In 2015, over 300,000 women died during pregnancy and childbirth; 99% of these deaths occurred in developing countries. Postpartum hemorrhage (PPH), or severe bleeding after birth, is the leading cause of maternal mortality worldwide. Oxytocin is a naturally occurring hormone and a medication that is used to increase contractions in the uterus (i.e., induce labor). It has also proved effective in significantly reducing the risk of PPH. Oxytocin is now routinely used in industrialized countries, and is often given in small doses simply as a preventative measure in normal labors. However, oxytocin is not readily available in developing countries. Despite being on the World Health Organization’s List of Essential Medicines for developing countries and being relatively inexpensive (as of 2014, the wholesale cost of the medication is US$0.1–0.56 per dose), oxytocin requires storage at between 2 and 8 °C, which has led to a shortage of this critical drug in rural areas that lack reliable refrigeration, power, and infrastructure. Quality issues with existing oxytocin inventories have also been identified as a significant issue in rural areas.

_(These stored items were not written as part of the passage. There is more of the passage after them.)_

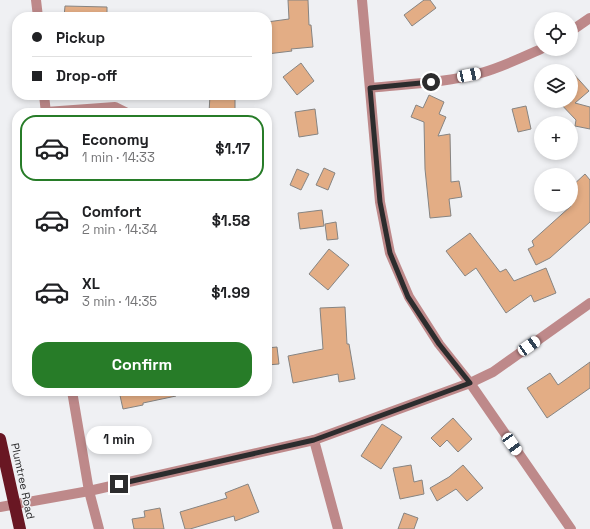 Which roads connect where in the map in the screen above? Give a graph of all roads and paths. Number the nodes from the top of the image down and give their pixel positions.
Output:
1 (36, 0) edge
2 (362, 0) edge
3 (37, 12) edge
4 (590, 18) edge
5 (578, 26) edge
6 (534, 52) edge
7 (370, 88) junction
8 (104, 108) edge
9 (117, 108) edge
10 (590, 303) edge
11 (470, 383) junction
12 (73, 396) edge
13 (0, 439) edge
14 (314, 440) junction
15 (89, 491) junction
16 (14, 505) junction
17 (0, 508) edge
18 (20, 529) edge
19 (99, 529) edge
20 (338, 529) edge
21 (571, 529) edge

1 - 3 street
2 - 7 street
4 - 5 street
6 - 7 street
7 - 11 street
8 - 9 street
10 - 11 street
11 - 14 street
11 - 21 street
12 - 15 street
13 - 16 highway, Plumtree Road
14 - 15 street
14 - 20 street
15 - 16 street
15 - 19 street
16 - 17 street
16 - 18 highway, Plumtree Road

Our first goal is to build an oxytocin detection system using a G-protein coupled receptor in yeast that will allow us to verify the presence of active oxytocin. If successful, we will then focus our efforts on synthesizing oxytocin in various forms to increase its availability in resource-poor areas.

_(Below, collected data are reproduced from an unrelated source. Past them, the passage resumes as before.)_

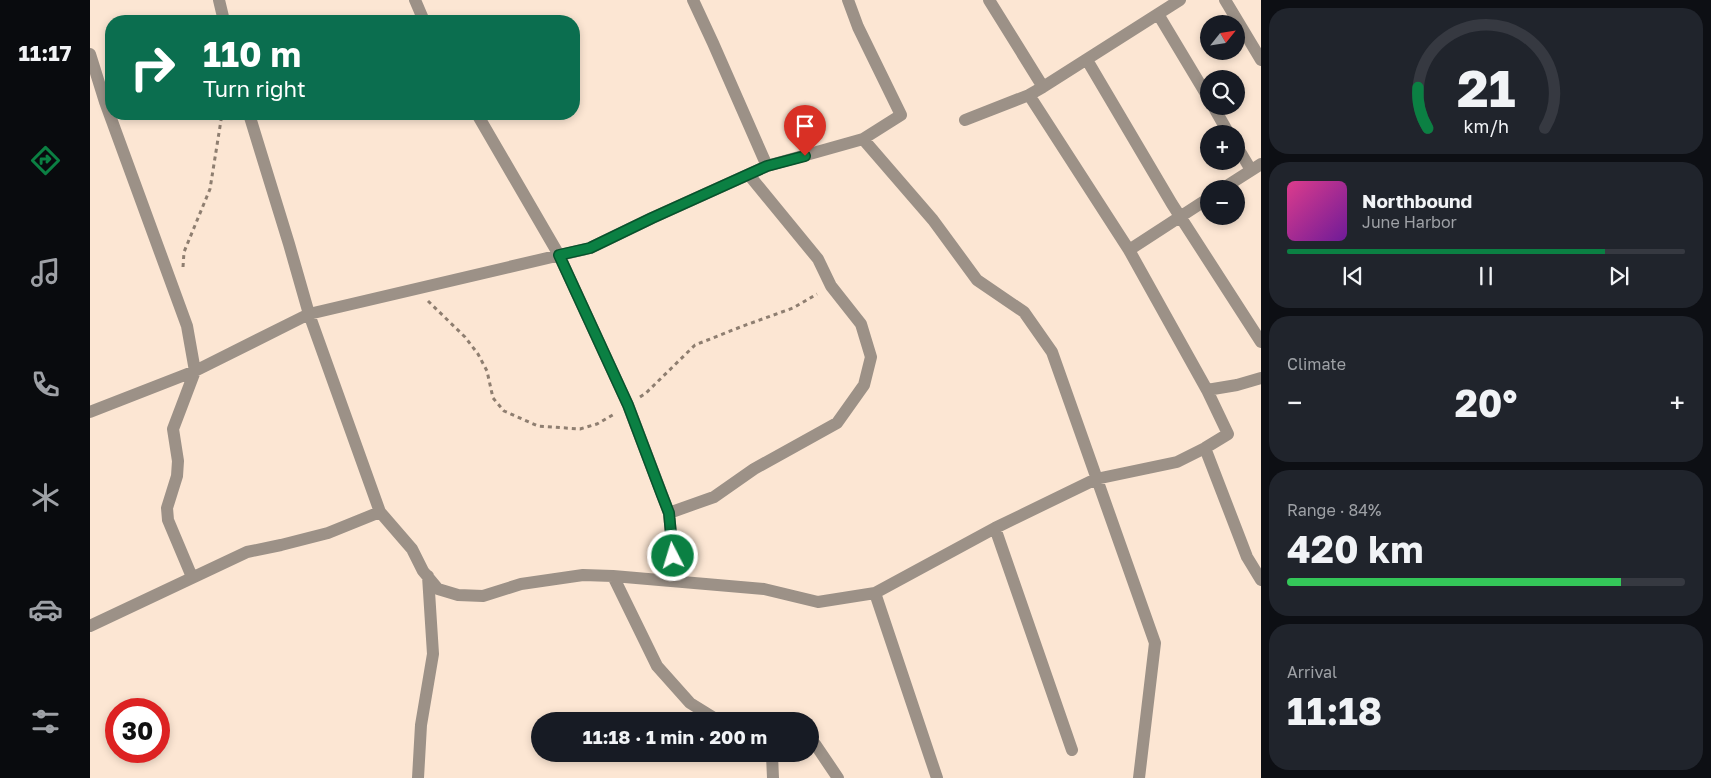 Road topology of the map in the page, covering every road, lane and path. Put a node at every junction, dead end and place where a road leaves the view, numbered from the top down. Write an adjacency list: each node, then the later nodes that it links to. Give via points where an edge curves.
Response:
1 (219, 0): 9 (street)
2 (414, 0): 10 (street)
3 (693, 0): 25 (street)
4 (848, 0): 23 (street, via 901,115)
5 (989, 0): 15 (street)
6 (1180, 0): 8 (street)
7 (1225, 0): 13 (street)
8 (1158, 14): 12 (street); 14 (street)
9 (223, 15)
10 (421, 15)
11 (90, 54): 17 (street)
12 (1087, 60): 15 (street); 30 (street)
13 (1261, 60)
14 (1200, 84)
15 (1043, 87): 16 (street)
16 (1029, 95): 22 (street); 31 (street)
17 (105, 99)
18 (113, 120): 38 (street, via 187,326)
19 (221, 120): 33 (path, via 210,190 184,252)
20 (251, 120): 36 (street)
21 (480, 120): 32 (street)
22 (964, 120)
23 (863, 139): 25 (street); 44 (street, via 933,220 977,280 1024,312 1052,352)
24 (1245, 155): 26 (street)
25 (767, 166): 27 (street)
26 (1256, 167): 28 (street)
27 (749, 175): 32 (street, via 590,248); 34 (street, via 818,259)
28 (1236, 180)
29 (1200, 204): 30 (street)
30 (1180, 216): 31 (street); 37 (street)
31 (1129, 250): 40 (street)
32 (559, 255): 35 (street); 41 (street)
33 (183, 270)
34 (831, 286): 41 (path, via 793,308 695,345 646,393); 46 (street, via 861,324 871,357 864,385 837,422 754,469 714,497)
35 (413, 291): 36 (street); 41 (path, via 421,295 478,354 487,371 493,398 504,411 538,426 580,429 597,424)
36 (309, 314): 38 (street); 45 (street)
37 (1261, 342)
38 (195, 371): 42 (street); 50 (street, via 173,429 177,476 167,508 168,520)
39 (1261, 378): 40 (street)
40 (1207, 390): 43 (street, via 1228,434)
41 (628, 405): 46 (street)
42 (90, 412)
43 (1205, 448): 44 (street, via 1177,462); 51 (street, via 1247,557)
44 (1096, 479): 47 (street); 63 (street, via 1155,643)
45 (380, 512): 48 (street, via 412,550); 50 (street, via 328,533 247,552)
46 (669, 513): 52 (street, via 673,556)
47 (995, 528): 53 (street); 57 (street)
48 (428, 576): 49 (street, via 438,589 458,595 483,596 530,583 583,575); 59 (street, via 433,654 421,725)
49 (614, 576): 52 (street); 55 (street, via 657,666 690,703)
50 (192, 577): 54 (street)
51 (1261, 580)
52 (669, 581): 53 (street, via 764,588 818,602)
53 (875, 593): 62 (street)
54 (90, 626)
55 (704, 712)
56 (819, 750): 61 (street)
57 (1072, 750)
58 (773, 762): 60 (street)
59 (418, 778)
60 (773, 778)
61 (838, 778)
62 (937, 778)
63 (1139, 778)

Oxytocin is produced in the body by the OXT gene. It is synthesized as an inactive precursor peptide along with its carrier molecule neurophysin I. After several iterations of hydrolyzation via enzymes, the active oxytocin molecule is produced. In 2013 an iGEM team from Lethbridge Canada created a form of oxytocin still attached to its carrier molecule, neurophysin I, which prevents degradation until the carrier molecule is cleaved resulting in the activation of the oxytocin molecule. Our team plans to significantly build on this prior work by exploring several other approaches to improving the stability of oxytocin including producing a powdered form of the drug that can be activated using hydrolysis, adding trace metals to prevent oxidation, and using optogenetic techniques to activate oxytocin using light. In addition to these synthetic biology approaches, the diversity of our team’s skills will allow us to explore several mechanical and hardware solutions including simple, non-refrigerated single-injection systems; biological packaging solutions to prevent oxytocin’s degradation; and testing systems to evaluate the quality and effectiveness of current oxytocin inventories. The solutions we plan to explore will target practices ranging from manufacturing, transportation and storage, and distribution to drug administration protocols, drug quality monitoring and control, and improved documentation and inventory to support further research and quality care.The potential impact of any and all of these solutions will be to increase the availability of oxytocin for use in under-resourced maternity facilities.